Viers Boyd R, Viers Lyndsay D, Hull Nathan C, Hanson Theodore J, Mehta Ramila A, Bergstralh Eric J, Vrtiska Terri J, Krambeck Amy E
Department of Urology, Mayo Clinic, Rochester, MN.
Department of Radiology, Mayo Clinic, Rochester, MN.
Urology. 2015 Nov;86(5):878-84. doi: 10.1016/j.urology.2015.08.007. Epub 2015 Aug 20.
To evaluate the association between clinicoradiographic features and need for prestenting (PS) because of inability of the ureter to accommodate the ureteroscope, or ureteral access sheath, at the time of stone treatment.
From 2009 to 2013, 120 consecutive nonstented patients underwent ureteroscopic stone treatment with preoperative computerized tomography urogram. Acute stone events with obstruction or infection were excluded. Preoperative radiographic imaging underwent radiologist review. Clinicoradiographic features were characterized, and multivariable logistic regression models were used to identify covariates independently associated with need for PS.
Of the 154 renal units treated, 25 (16%) required PS for failed primary access. PS ureters were less likely to have a history of prior ipsilateral ureteral stent (4% vs 31%) or surgery (8% vs 36%; P <.05). Radiographically, PS ureters had a narrower ureteropelvic junction (4 mm vs 5 mm) and were more likely to have <50% ureteral opacification on computerized tomography urogram (32% vs 9%; P <.05). On multivariable analysis, prior ipsilateral ureteral stent (odds ratio [OR] = 0.11) and stone surgery (OR = 0.15) reduced the need for PS; meanwhile, <50% ureteral opacification (OR = 4.41) was independently associated with an increased risk of access failure.
We report a 16% incidence of access failure requiring PS at time of ureteroscopy. Clinically, there was an 89% and 85% risk reduction in the need for PS with prior history of ipsilateral ureteral stent or surgery. Radiographically, there was a 4.4-fold increased risk of PS with <50% ureteral opacification. Accordingly, our findings may assist in counseling and operative management of the difficult ureter.
评估临床影像学特征与因输尿管在结石治疗时无法容纳输尿管镜或输尿管通路鞘而需要进行预支架置入(PS)之间的关联。
2009年至2013年,120例连续的未置入支架的患者接受了输尿管镜下结石治疗,并进行了术前计算机断层扫描尿路造影。排除伴有梗阻或感染的急性结石事件。术前影像学检查由放射科医生进行评估。对临床影像学特征进行描述,并使用多变量逻辑回归模型来确定与PS需求独立相关的协变量。
在接受治疗的154个肾单位中,25个(16%)因初次通路失败而需要PS。需要PS的输尿管既往同侧输尿管支架置入史(4%对31%)或手术史(8%对36%;P<.05)的可能性较小。
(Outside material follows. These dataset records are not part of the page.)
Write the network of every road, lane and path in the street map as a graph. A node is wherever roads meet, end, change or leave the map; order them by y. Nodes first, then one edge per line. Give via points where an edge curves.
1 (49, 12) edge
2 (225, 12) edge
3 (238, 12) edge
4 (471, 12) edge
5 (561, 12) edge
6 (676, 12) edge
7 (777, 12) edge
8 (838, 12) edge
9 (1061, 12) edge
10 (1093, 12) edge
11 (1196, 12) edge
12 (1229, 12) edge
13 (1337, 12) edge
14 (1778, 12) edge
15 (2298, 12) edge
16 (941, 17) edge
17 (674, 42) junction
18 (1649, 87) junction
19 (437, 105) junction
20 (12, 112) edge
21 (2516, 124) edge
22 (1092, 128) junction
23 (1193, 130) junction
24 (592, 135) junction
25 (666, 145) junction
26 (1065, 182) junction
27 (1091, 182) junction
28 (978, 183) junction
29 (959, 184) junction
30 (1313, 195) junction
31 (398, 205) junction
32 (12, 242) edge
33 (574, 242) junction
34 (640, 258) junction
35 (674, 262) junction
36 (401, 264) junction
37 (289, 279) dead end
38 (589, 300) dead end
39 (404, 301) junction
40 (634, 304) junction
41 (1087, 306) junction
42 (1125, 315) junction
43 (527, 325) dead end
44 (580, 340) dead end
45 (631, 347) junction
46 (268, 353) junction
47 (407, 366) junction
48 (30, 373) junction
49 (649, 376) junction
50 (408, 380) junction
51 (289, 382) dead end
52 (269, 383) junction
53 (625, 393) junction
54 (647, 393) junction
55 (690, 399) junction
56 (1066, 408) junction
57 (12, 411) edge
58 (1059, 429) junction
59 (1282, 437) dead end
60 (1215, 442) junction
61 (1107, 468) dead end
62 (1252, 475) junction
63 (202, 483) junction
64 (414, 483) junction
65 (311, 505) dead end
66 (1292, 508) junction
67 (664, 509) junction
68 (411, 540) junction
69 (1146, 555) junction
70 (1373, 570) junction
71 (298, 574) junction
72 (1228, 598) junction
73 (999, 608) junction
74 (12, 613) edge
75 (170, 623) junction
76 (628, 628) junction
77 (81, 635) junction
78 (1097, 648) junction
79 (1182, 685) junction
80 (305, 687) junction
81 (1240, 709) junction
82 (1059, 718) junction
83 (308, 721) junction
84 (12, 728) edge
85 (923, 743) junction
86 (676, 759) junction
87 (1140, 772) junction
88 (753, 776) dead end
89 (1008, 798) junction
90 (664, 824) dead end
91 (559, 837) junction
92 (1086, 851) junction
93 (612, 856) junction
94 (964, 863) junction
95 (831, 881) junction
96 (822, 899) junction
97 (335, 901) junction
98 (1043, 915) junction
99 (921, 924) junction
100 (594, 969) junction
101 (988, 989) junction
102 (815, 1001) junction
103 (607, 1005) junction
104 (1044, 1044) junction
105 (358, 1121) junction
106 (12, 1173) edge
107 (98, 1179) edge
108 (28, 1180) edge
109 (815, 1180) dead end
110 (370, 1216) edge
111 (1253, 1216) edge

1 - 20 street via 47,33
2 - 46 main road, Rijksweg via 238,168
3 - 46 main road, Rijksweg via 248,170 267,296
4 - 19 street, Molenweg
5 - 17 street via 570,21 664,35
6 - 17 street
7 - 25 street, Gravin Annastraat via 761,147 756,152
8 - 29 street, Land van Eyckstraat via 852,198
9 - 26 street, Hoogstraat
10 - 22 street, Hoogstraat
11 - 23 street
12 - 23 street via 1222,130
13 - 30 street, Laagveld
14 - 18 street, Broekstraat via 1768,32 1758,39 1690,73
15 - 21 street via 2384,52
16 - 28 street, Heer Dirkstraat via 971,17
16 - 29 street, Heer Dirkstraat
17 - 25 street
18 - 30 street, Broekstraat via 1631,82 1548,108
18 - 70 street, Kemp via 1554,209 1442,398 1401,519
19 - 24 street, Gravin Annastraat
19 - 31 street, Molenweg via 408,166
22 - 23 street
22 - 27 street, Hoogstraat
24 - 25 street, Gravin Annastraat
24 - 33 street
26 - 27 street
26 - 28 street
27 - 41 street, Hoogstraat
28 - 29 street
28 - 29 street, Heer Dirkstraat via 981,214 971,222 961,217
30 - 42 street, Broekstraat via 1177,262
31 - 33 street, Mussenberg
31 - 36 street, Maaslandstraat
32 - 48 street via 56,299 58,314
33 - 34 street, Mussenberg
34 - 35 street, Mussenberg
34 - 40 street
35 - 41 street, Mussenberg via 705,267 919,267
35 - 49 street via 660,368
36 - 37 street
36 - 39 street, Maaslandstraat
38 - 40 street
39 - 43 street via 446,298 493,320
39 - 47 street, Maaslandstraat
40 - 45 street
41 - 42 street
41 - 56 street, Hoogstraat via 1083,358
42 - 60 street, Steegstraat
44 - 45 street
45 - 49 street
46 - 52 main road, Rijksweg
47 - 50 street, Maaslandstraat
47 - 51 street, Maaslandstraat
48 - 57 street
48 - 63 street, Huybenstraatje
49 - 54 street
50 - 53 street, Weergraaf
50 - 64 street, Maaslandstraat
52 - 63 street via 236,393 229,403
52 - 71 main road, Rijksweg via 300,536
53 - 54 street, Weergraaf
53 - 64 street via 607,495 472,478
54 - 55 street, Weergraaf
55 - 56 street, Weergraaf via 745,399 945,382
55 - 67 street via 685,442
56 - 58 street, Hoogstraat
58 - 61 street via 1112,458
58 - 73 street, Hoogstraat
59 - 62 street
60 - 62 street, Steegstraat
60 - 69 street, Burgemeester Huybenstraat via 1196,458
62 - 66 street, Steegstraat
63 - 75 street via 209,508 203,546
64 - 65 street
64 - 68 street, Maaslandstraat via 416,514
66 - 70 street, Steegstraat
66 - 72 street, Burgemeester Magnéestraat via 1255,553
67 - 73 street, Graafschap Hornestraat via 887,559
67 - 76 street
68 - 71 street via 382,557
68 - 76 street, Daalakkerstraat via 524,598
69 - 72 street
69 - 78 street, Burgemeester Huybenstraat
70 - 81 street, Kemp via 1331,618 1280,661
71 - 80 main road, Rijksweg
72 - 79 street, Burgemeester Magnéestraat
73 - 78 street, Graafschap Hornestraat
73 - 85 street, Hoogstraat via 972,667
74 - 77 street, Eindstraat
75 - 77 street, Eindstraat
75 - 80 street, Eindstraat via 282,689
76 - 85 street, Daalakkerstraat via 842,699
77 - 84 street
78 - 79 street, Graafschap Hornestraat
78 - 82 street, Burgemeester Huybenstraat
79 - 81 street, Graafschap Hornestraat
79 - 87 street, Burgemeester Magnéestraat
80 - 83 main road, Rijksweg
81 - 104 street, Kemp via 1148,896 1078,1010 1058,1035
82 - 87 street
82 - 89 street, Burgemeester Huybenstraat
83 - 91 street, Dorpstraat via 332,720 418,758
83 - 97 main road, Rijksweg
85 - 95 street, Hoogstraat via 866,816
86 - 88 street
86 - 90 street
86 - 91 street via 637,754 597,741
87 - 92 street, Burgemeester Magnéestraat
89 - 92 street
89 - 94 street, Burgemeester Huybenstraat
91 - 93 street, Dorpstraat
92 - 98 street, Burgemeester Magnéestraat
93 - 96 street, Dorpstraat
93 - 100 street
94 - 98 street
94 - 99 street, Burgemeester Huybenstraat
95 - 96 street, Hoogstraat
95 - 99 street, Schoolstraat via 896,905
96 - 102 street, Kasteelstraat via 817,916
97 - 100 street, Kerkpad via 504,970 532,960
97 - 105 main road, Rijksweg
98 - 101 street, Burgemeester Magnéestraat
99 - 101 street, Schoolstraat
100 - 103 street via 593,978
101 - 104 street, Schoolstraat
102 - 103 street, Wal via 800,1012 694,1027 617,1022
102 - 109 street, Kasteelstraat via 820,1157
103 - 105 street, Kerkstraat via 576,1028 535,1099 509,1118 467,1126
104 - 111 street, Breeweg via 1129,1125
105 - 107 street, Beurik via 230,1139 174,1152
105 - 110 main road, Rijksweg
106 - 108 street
在影像学上,需要PS的输尿管肾盂连接处较窄(4mm对5mm),并且在计算机断层扫描尿路造影上输尿管不显影<50%的可能性更大(32%对9%;P<.05)。多变量分析显示,既往同侧输尿管支架置入(优势比[OR]=0.11)和结石手术(OR=0.15)可降低PS的需求;同时,输尿管不显影<50%(OR=4.41)与通路失败风险增加独立相关。
我们报告输尿管镜检查时因通路失败而需要PS的发生率为16%。临床上,既往有同侧输尿管支架置入史或手术史可使PS需求风险分别降低89%和85%。影像学上,输尿管不显影<50%时PS风险增加4.4倍。因此,我们的研究结果可能有助于对困难输尿管进行咨询和手术管理。